73% of students with ADHD have impaired school readiness as compared to 13% of students without ADHD.

90%  of the students with ADHD will struggle academically.

Most students with ADHD exhibit executive function deficits***  in getting started on task, remembering chores, assignments and memorizing math facts.

 Most children with ADHD are at higher risk of accidents and self- inflicted injuries.

69% of  the children diagnosed with ADHD have a co-existing condition such as anxiety or depression, with 25-50% having a learning disability.

60% of students with ADHD are typically slower in reading, have difficulty with reading comprehension and have handwriting problems.

Students with ADHD have difficulty with test taking.

Students with ADHD miss more days from school.

25 – 47% of the students with ADHD fail a grade.

71%  of the students with ADHD are expelled and/or suspended from school.

52 – 64% of children with ADHD have sleep difficulty.

ADHD is a predictor of juvenile justice issues

3.2 Adolescent

Age (11 – 19) 70 – 80% of individuals with ADHD will continue with symptoms into adolescence.     

Brain  maturity in individuals with ADHD  is typically 3 – 5 years behind typical peers subsequently affecting an individual’s ability to handle the higher expectations of independence in middle and high school

There is more difficulty with independently completing homework.

Executive function deficits in time management, organization, memorization of math facts and foreign language will affect academics.

Many of the childhood effects persist into adolescence and young adulthood.

Increased expectations at this age along with decreased supervision and support increases the problems. 

Students with ADHD are 30-40% more likely to drop out of school.

There is a 30% delay in mastering life skills.

42% of those with untreated ADHD have a probability of substance abuse as opposed to 21% of those without ADHD.

Young people with ADHD begin drinking at younger ages than their typical peers.

Individuals with ADHD have more difficulty quitting substance abuse.

There is a 68% higher rate of pregnancy before age 19.

Girls with ADHD are four times more likely to have an eating disorder.

Young people with ADHD tend to have sexual intercourse at a younger age than typical peers.

20 – 56% of adolescents with ADHD will be diagnosed with a conduct disorder at some point.

3.3 Young Adult

(age – 20 –30 ) Frontal lobe development in individuals with ADHD  is typically 3  to 5 years behind typical peers; therefore, expectations don’t match the brain maturity or ability to handle independence.  Typical frontal lobe development is by age 25.

There is a higher risk of substance abuse in individuals with ADHD and much higher for those not being treated with ADHD medication.

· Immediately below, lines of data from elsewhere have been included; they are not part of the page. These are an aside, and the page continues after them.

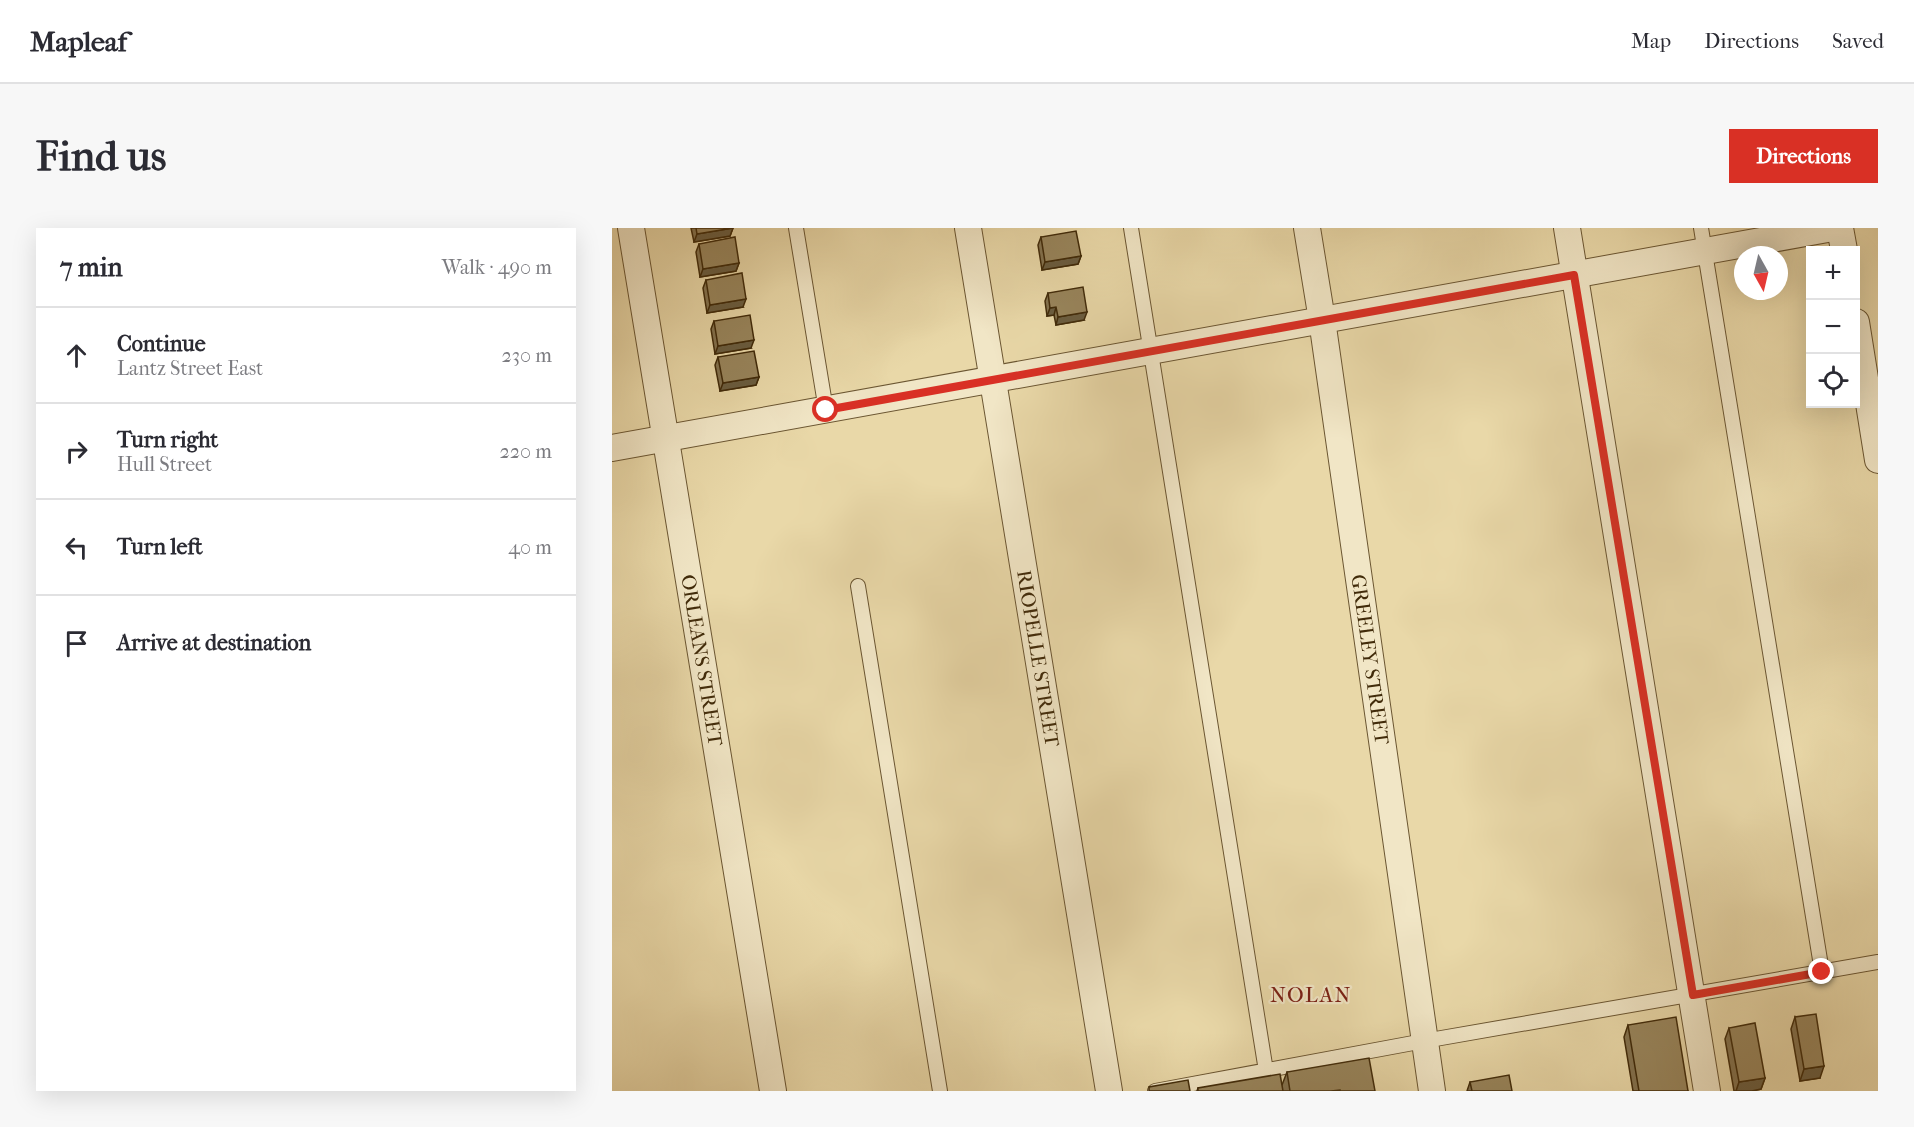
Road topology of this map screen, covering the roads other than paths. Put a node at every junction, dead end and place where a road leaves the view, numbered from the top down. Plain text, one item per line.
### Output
1 (632, 228) edge
2 (796, 228) edge
3 (968, 228) edge
4 (1131, 228) edge
5 (1307, 228) edge
6 (1567, 228) edge
7 (1833, 228) edge
8 (1840, 228) edge
9 (1703, 240) edge
10 (1843, 246) edge
11 (1574, 275) junction
12 (1322, 320) junction
13 (1860, 347) edge
14 (1151, 351) junction
15 (993, 380) junction
16 (826, 410) junction
17 (666, 438) junction
18 (612, 448) edge
19 (1878, 460) edge
20 (858, 586) dead end
21 (1878, 962) edge
22 (1822, 972) junction
23 (1693, 995) junction
24 (1424, 1041) junction
25 (1266, 1071) junction
26 (773, 1091) edge
27 (940, 1091) edge
28 (1109, 1091) edge
29 (1155, 1091) edge
30 (1432, 1091) edge
31 (1707, 1091) edge

1 - 17 street, ORLEANS STREET
2 - 16 lane
3 - 15 street, RIOPELLE STREET
4 - 14 lane
5 - 12 street, GREELEY STREET
6 - 11 street
7 - 9 street
8 - 10 street
9 - 11 street
9 - 22 lane
11 - 12 street
11 - 23 street
12 - 14 street
12 - 24 street, GREELEY STREET
13 - 19 street
14 - 15 street
14 - 25 lane
15 - 16 street
15 - 28 street, RIOPELLE STREET
16 - 17 street
17 - 18 street
17 - 26 street, ORLEANS STREET
20 - 27 lane
21 - 22 lane
22 - 23 lane
23 - 24 lane
23 - 31 street
24 - 25 lane
24 - 30 street, GREELEY STREET
25 - 29 lane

There is higher rate of fatal automobile accidents of individuals with ADHD.

Young adults with ADHD are 3 times more likely than typical peers to have their driver’s license suspended.

Young adults with ADHD have a higher rate of risk-taking behaviors.

Young adults with ADHD have a higher rate of  poor health maintenance, poor diet and dental problems.

70-90 % of college students with ADHD drop-out.

Adults with ADHD have overall lower income.

Adults with ADHD have problems with relationships.

Individuals with ADHD are more likely to be prone to outbursts and have less emotional control.

There is a higher rate of suicide in young males with ADHD.

20% of young adults with ADHD will move back home after attempting to live independently.


(Age 31 – up) 50 – 70% of individuals with ADHD will continue to manifest symptoms that cause  impairments in their adult life.

Overall, there is a greater reduction in life expectancy of those with ADHD.

Adults with ADHD have more difficulty handling money and finances.

Adults with ADHD have more social problems and have higher rates of divorce.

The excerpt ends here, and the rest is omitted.